How to delete bias in your dataset before applying a clustering?

Published in

fifty-five | Data Science

11 min readNov 2, 2021

Introduction

Clustering consists in dividing a population of individuals (or data points more generally) into a number of groups, in such a way that the individuals of one group are more similar to each other than to those in other groups. In simple words, the aim is to segregate groups with similar traits and assign them into clusters.

To evaluate if two individuals are similar or very different, this unsupervised learning algorithm will analyze how close they are in a P-dimensional space, where P is the number of variables that defines each individual. Hence, the choice of the variables used to describe the population is an essential matter, because it will intrinsically impact the results the clustering algorithm will produce afterwards.

From a business point of view, we want to take into account as much information as possible. But from a clustering perspective, we need to make sure that all the information is equitably represented in the clustering space, in order to create an appropriate separation of the population. In this article, I will show you a method that conceals both perspectives, by unbiasedly encoding a population described in a dataset, before dividing it into clusters. This technique will require you to fully understand the logic behind the Principal Component Analysis (PCA) algorithm; if you are not familiar with it, I advise you to read this article before going any further.

I] The problem

Let’s say that I want to do a clustering of some children from kindergarten. These children (Figure 1) are described by their age (in months), their size (in cm), their weight (in kg), and the ages at which they crawled and walked for the first time (in months).

If we used the “old” way to do clustering, we would have to work in two steps:

First, we scale all the variables (for instance using a standardization, bringing the means to 0 and the standard deviations to 1). This way, the average “separation” produced by each variable over the data points will be comparable. In other words, we give to all the variables a similar inertial power (how much separation they can produce) in the clustering space.
Then, we apply the clustering algorithm directly over the dataset of scaled variables.

We should get a clustering that will look appropriate, and could consider this use case done. However, it seems that the result from this protocol will heavily depend on the variables that we chose to put in the initial dataset. Therefore, how can we be sure that these choices enabled us to objectively describe this population?

If we do a quick analysis of the variables through the correlation matrix (Figure 2), we can see that two groups of very correlated variables emerge: first, the ages, sizes and weights of the children, and second, the ages of their first crawl and first walk.

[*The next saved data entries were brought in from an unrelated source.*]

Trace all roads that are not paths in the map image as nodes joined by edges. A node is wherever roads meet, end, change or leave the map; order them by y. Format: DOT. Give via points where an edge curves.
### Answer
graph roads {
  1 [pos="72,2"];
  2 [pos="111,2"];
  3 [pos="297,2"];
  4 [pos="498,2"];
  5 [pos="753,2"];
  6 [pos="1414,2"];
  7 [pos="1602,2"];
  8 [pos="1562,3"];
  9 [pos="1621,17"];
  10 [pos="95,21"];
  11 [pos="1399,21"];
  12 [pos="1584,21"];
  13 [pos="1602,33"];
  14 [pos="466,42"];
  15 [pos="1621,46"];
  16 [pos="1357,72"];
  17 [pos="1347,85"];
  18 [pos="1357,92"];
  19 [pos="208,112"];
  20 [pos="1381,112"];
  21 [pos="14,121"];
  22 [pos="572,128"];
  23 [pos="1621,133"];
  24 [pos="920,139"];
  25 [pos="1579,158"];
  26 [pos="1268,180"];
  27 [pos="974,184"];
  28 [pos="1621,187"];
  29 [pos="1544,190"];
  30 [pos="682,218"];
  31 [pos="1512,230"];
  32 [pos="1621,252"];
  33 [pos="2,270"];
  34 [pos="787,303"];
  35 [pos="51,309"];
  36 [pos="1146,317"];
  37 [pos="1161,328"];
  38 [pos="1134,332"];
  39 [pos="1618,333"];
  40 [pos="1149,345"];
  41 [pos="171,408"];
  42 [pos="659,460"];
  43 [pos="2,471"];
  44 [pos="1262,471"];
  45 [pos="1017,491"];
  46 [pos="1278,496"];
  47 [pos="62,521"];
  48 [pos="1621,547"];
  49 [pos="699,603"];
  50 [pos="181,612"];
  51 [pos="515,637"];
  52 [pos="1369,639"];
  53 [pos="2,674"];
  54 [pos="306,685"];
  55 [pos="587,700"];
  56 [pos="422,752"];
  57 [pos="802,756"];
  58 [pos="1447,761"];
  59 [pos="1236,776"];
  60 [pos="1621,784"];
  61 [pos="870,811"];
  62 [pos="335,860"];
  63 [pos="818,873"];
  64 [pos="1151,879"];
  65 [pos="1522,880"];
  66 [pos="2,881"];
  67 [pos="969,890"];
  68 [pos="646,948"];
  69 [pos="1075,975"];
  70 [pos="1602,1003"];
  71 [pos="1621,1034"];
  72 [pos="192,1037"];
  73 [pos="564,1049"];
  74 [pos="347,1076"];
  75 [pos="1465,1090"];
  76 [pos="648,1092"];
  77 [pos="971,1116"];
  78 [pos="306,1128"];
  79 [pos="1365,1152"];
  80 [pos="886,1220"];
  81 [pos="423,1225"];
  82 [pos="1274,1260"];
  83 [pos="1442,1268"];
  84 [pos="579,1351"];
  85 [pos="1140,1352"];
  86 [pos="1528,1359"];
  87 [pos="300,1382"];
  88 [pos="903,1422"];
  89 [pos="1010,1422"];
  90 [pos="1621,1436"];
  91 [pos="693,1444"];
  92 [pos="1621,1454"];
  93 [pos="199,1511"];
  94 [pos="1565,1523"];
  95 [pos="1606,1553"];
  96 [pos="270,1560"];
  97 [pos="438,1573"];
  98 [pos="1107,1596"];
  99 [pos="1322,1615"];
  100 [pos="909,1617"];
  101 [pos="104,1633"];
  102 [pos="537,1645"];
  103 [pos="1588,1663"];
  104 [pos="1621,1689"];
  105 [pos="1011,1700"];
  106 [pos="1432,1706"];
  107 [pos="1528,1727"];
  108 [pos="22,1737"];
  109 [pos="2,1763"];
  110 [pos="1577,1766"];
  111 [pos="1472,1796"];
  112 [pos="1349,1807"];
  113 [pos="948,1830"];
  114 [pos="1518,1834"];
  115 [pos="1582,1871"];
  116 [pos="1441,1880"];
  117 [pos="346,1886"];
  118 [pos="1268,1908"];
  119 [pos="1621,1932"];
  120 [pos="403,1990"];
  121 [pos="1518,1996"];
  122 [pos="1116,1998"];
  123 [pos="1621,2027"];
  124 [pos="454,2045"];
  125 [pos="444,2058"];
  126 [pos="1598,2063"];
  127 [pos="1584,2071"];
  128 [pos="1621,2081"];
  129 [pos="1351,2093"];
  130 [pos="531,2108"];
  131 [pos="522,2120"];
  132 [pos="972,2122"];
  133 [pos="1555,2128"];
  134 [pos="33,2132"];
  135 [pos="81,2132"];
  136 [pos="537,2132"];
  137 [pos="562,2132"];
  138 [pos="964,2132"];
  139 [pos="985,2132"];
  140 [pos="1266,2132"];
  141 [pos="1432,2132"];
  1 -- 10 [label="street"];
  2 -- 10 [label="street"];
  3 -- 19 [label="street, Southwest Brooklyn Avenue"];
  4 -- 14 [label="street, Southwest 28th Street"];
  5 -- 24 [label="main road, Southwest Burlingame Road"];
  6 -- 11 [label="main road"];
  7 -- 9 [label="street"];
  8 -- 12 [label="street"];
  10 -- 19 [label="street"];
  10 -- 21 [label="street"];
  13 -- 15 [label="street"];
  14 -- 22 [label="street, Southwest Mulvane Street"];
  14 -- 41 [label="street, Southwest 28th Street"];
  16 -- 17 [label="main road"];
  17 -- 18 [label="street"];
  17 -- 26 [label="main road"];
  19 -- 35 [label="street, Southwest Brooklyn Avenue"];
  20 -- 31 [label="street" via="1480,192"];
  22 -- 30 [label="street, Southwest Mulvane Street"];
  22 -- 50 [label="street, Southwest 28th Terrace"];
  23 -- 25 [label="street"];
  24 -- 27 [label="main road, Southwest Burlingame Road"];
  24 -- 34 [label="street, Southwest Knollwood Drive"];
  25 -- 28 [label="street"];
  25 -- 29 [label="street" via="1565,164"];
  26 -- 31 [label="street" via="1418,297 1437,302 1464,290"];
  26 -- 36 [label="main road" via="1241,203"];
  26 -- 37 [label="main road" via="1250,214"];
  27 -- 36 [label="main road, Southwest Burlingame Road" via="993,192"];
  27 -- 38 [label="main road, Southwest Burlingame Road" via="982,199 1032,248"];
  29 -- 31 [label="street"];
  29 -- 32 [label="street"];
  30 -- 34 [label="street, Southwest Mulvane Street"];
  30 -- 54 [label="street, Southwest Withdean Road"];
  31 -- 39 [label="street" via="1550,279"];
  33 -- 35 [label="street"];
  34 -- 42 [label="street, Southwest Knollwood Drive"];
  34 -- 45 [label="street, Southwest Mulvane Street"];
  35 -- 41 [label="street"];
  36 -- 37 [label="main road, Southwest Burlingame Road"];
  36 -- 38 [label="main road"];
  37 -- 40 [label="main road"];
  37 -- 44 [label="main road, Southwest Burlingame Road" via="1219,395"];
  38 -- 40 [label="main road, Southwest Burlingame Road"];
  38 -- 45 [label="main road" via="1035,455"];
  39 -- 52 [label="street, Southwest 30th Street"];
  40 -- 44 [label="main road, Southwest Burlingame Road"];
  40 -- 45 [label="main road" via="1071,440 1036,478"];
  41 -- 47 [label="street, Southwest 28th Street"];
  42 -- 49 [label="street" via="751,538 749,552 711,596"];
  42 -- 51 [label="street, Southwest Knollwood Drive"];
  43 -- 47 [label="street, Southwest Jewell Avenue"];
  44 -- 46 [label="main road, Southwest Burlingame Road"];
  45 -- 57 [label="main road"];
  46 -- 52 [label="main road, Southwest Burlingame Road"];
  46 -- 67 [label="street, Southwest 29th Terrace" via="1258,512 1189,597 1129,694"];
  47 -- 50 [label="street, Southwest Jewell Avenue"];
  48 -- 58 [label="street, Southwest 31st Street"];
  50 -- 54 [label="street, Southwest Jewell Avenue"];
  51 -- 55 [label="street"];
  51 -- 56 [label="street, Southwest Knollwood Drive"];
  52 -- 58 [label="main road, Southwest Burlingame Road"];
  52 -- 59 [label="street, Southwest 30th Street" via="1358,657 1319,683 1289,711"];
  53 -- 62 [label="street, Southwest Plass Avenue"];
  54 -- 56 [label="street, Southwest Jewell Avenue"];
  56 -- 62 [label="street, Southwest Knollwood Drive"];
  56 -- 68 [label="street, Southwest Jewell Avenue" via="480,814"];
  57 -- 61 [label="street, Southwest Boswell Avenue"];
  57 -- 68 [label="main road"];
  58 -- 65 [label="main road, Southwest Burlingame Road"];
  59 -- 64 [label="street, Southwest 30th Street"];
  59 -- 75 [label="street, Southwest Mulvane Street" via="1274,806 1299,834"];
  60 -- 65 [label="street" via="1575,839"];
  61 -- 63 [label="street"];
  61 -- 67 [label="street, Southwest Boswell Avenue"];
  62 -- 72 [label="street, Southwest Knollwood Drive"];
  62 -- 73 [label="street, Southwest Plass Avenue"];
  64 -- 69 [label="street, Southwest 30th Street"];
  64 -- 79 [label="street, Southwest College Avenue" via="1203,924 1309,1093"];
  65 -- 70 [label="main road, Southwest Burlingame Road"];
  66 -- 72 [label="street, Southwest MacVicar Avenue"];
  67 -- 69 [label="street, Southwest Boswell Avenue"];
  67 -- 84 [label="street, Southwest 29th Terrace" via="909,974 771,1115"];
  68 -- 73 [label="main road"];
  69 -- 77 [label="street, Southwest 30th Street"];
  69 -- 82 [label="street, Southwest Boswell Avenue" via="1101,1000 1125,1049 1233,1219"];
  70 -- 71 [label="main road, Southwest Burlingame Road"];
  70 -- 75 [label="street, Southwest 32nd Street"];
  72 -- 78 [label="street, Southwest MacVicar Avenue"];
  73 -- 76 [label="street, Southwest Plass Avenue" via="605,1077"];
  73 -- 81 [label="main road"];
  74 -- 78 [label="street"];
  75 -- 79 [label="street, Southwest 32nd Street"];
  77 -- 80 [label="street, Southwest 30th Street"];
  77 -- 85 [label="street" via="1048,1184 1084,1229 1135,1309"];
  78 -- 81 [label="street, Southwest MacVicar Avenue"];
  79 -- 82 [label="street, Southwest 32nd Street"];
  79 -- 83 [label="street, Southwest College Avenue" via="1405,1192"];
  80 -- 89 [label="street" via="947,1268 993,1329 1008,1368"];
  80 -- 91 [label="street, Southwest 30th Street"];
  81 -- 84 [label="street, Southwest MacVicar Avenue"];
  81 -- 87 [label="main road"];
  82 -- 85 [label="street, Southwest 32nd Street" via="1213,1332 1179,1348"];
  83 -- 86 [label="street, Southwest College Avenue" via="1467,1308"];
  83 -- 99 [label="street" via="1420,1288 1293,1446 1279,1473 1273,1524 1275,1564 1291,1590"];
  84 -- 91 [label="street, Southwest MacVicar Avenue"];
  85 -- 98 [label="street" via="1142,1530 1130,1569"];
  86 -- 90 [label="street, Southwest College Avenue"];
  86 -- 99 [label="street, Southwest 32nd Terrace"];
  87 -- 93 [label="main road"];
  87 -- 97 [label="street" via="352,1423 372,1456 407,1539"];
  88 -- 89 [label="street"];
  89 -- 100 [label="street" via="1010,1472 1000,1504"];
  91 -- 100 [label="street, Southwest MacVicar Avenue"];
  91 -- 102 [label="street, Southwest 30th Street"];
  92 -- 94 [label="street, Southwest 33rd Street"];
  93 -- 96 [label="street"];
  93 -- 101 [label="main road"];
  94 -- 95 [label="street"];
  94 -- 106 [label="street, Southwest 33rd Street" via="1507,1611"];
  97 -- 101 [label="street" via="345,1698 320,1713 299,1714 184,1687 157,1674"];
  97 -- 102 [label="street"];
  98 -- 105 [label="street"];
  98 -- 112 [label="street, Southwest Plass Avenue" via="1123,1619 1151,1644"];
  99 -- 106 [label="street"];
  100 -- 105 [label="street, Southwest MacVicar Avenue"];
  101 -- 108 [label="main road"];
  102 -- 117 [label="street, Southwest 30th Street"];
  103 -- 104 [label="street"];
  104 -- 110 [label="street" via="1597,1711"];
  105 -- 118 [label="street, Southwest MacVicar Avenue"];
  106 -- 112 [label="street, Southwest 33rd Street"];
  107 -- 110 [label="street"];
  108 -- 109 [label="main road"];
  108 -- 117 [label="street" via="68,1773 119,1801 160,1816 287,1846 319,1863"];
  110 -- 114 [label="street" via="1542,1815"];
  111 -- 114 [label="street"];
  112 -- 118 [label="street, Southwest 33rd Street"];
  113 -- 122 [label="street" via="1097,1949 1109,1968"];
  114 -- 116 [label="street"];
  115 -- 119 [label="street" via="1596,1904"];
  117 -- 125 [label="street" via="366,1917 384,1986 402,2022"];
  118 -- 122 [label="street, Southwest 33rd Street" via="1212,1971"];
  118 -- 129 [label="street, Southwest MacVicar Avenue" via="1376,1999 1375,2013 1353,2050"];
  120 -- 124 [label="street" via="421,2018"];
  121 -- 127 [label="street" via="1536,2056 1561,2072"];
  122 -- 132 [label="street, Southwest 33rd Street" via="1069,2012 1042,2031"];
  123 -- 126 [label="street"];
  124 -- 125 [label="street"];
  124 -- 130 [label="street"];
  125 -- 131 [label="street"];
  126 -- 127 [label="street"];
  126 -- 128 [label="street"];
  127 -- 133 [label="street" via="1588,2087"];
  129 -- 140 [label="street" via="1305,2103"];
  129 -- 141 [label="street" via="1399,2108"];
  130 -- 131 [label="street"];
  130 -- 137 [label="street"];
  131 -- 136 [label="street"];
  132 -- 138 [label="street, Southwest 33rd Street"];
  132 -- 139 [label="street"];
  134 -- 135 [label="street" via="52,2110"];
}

*Figure 2: Correlation matrix from the children dataset.*

Now, we could simply look at these correlations, perhaps try to make some sense of it, and then leave it at that. Or, we could see that, the fact that some variables are correlated actually means that those variables relate the same information. In this case, the age, size and weight all relate to how “grown” the children are, while the first crawl and first walk relate to how “precocious” they are. In other words, there are only 2 independent insights present in this dataset, that were biasedly displayed through an unequal number of variables (in this case, three for the growth and two for the precocity).

The problem with using the “old” protocol is that the scaling was done on the variables, not on the independent insights. As a result, those insights are not necessarily scaled equitably. Some insights may have more inertial power than the others, and hence have more importance in the making of the different clusters. And this is the reason why the old protocol cannot be satisfactory.

To illustrate this idea, let’s compare the separation initiated by one information, depending on how many times this information is represented through a variable. In Figure 3, we visualize a population described by the age once (in red) or twice (in orange). While the information displayed for both plots is fundamentally the same, an additional inertia was given to the orange plots: for two given individuals, their distance will be bigger through the orange plots than the red plots (ex: d2 > d1).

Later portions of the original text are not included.